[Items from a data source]
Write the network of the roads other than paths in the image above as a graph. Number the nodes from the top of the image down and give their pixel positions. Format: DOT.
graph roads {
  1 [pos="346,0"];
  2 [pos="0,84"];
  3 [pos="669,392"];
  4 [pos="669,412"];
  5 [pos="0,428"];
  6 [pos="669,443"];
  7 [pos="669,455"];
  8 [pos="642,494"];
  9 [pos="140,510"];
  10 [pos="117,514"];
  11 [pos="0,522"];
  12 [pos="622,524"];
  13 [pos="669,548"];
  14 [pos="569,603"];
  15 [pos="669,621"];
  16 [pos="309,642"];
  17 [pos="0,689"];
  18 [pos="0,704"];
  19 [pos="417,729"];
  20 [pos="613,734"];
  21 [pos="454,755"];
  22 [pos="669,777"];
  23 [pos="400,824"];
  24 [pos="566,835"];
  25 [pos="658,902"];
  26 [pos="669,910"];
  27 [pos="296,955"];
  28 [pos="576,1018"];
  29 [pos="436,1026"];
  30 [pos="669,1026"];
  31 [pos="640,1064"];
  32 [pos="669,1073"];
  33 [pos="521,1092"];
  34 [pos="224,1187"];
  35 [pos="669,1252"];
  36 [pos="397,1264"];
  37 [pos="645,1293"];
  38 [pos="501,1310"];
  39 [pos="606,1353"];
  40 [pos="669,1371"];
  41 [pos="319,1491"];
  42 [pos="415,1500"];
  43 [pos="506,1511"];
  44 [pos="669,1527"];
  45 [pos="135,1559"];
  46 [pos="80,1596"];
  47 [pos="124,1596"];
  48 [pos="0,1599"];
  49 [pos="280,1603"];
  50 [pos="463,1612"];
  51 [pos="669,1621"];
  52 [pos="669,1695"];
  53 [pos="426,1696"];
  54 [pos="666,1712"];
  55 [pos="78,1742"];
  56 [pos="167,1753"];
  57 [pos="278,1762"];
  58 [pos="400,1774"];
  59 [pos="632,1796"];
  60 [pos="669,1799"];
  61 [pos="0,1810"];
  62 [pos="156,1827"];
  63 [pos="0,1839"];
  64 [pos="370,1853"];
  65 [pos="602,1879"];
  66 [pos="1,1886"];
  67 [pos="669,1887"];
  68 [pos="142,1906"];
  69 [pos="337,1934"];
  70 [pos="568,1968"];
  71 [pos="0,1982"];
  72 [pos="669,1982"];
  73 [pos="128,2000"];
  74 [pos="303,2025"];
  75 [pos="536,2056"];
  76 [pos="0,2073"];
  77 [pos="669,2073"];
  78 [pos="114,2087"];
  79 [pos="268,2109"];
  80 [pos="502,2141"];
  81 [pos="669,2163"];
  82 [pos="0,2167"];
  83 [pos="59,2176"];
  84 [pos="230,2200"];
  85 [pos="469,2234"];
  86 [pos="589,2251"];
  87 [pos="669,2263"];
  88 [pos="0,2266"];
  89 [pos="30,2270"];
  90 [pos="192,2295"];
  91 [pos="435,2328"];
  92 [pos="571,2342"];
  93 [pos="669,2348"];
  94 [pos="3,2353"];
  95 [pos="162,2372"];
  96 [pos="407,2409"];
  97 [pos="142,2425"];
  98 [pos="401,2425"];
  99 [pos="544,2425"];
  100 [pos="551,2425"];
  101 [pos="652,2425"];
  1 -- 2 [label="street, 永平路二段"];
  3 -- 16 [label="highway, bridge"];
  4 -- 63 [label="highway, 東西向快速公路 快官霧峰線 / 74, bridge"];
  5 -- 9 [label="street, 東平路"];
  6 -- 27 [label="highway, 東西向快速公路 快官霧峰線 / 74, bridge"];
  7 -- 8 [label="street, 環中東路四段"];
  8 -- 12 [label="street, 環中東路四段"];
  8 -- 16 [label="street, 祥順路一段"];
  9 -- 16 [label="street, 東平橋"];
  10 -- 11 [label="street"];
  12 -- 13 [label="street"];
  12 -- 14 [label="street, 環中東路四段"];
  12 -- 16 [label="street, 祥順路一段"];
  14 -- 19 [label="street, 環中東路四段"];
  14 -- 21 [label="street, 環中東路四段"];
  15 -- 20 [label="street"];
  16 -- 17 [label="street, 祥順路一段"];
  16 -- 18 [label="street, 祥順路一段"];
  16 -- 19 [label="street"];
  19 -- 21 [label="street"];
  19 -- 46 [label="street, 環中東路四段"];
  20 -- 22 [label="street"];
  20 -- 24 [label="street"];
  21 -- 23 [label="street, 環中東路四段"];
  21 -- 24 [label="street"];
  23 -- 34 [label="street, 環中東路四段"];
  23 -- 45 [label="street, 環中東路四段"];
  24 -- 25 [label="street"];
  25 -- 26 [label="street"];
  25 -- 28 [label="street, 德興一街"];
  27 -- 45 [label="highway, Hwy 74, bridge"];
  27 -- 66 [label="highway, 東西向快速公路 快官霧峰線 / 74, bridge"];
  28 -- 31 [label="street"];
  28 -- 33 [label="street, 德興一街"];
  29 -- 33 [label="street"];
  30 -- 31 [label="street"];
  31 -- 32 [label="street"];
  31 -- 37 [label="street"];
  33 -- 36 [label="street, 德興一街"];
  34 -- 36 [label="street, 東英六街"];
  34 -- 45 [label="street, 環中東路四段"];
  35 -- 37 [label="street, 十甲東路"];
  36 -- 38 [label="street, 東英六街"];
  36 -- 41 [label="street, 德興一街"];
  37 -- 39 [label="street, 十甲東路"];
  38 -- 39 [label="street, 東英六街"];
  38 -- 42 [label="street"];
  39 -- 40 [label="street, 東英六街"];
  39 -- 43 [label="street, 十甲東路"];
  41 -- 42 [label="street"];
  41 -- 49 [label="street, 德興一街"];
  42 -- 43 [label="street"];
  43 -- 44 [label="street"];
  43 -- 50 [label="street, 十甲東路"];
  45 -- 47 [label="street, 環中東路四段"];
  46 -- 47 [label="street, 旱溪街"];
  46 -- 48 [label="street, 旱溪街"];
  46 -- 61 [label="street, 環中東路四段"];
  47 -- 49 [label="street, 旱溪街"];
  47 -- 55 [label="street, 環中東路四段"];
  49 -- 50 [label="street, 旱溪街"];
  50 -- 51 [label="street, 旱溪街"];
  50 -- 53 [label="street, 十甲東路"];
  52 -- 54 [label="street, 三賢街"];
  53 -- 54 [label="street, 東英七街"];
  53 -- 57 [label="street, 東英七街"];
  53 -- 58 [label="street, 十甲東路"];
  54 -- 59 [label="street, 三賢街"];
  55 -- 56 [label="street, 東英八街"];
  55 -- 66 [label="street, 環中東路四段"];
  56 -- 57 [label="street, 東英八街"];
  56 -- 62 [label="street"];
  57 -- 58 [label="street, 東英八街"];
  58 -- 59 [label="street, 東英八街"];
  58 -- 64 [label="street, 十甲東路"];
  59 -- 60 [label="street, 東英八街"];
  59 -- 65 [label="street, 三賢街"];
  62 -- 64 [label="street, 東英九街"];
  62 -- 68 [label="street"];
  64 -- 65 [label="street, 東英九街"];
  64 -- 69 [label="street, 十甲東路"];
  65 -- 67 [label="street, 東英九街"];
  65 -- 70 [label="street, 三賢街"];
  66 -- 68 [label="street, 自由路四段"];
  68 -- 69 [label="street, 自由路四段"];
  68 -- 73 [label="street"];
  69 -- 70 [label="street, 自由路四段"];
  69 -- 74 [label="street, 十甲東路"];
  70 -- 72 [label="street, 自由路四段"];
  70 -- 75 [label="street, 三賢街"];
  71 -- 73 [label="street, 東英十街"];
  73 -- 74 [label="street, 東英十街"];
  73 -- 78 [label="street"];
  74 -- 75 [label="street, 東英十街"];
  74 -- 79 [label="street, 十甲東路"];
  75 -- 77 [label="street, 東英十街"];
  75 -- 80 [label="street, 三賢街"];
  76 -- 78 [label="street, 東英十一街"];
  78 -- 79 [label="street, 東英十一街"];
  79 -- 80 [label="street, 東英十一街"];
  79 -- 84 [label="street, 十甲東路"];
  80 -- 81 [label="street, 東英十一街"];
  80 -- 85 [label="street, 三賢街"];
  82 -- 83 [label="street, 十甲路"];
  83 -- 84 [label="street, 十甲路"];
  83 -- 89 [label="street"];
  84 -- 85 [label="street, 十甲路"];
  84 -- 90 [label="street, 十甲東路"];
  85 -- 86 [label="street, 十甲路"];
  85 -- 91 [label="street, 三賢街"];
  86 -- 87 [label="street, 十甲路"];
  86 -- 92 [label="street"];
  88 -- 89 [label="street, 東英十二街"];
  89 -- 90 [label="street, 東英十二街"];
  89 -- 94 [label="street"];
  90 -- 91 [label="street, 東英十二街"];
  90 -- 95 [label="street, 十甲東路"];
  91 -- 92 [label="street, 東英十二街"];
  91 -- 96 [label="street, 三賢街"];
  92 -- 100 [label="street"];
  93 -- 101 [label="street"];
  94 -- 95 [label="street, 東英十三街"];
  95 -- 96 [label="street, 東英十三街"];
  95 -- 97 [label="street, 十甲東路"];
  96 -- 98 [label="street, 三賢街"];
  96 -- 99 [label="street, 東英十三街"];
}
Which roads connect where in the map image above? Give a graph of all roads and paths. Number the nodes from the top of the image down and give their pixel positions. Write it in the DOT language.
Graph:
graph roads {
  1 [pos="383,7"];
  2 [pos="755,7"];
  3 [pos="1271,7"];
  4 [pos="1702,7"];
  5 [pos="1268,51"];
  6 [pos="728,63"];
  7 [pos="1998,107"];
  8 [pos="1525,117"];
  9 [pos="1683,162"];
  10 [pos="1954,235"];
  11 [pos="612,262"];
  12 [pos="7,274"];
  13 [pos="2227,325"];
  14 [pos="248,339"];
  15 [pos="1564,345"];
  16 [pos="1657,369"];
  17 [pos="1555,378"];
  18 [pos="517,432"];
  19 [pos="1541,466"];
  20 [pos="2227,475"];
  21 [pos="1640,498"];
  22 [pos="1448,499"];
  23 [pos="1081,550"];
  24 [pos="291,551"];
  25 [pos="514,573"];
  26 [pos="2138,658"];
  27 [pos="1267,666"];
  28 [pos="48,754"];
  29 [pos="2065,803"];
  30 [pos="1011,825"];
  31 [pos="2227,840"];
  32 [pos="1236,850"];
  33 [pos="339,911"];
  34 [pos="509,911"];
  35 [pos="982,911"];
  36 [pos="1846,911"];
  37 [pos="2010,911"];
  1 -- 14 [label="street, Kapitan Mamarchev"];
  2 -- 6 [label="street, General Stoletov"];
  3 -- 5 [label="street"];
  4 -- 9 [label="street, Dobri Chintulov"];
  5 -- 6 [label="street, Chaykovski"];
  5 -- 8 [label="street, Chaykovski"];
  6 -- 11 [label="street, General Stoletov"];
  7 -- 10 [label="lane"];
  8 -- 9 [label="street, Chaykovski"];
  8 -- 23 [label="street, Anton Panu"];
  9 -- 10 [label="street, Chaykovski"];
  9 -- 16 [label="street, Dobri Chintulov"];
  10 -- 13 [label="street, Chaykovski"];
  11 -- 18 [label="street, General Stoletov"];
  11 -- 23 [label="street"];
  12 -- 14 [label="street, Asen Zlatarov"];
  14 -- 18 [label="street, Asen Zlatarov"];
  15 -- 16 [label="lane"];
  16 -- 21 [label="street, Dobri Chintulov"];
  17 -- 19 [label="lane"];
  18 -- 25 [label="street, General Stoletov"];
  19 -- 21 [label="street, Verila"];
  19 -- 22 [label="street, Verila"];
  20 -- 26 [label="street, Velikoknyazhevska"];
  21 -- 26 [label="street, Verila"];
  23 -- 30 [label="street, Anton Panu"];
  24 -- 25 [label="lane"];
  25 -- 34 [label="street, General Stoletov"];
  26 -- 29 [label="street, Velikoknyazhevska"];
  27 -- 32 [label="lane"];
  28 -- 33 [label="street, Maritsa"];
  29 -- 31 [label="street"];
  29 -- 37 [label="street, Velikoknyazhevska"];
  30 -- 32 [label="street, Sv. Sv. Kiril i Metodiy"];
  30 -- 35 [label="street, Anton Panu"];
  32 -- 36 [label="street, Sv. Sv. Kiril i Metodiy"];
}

WORK ORDER:
Filter the preceding entries down to the lines with "Anton".

RESPONSE TO THE TASK:
  8 -- 23 [label="street, Anton Panu"];
  23 -- 30 [label="street, Anton Panu"];
  30 -- 35 [label="street, Anton Panu"];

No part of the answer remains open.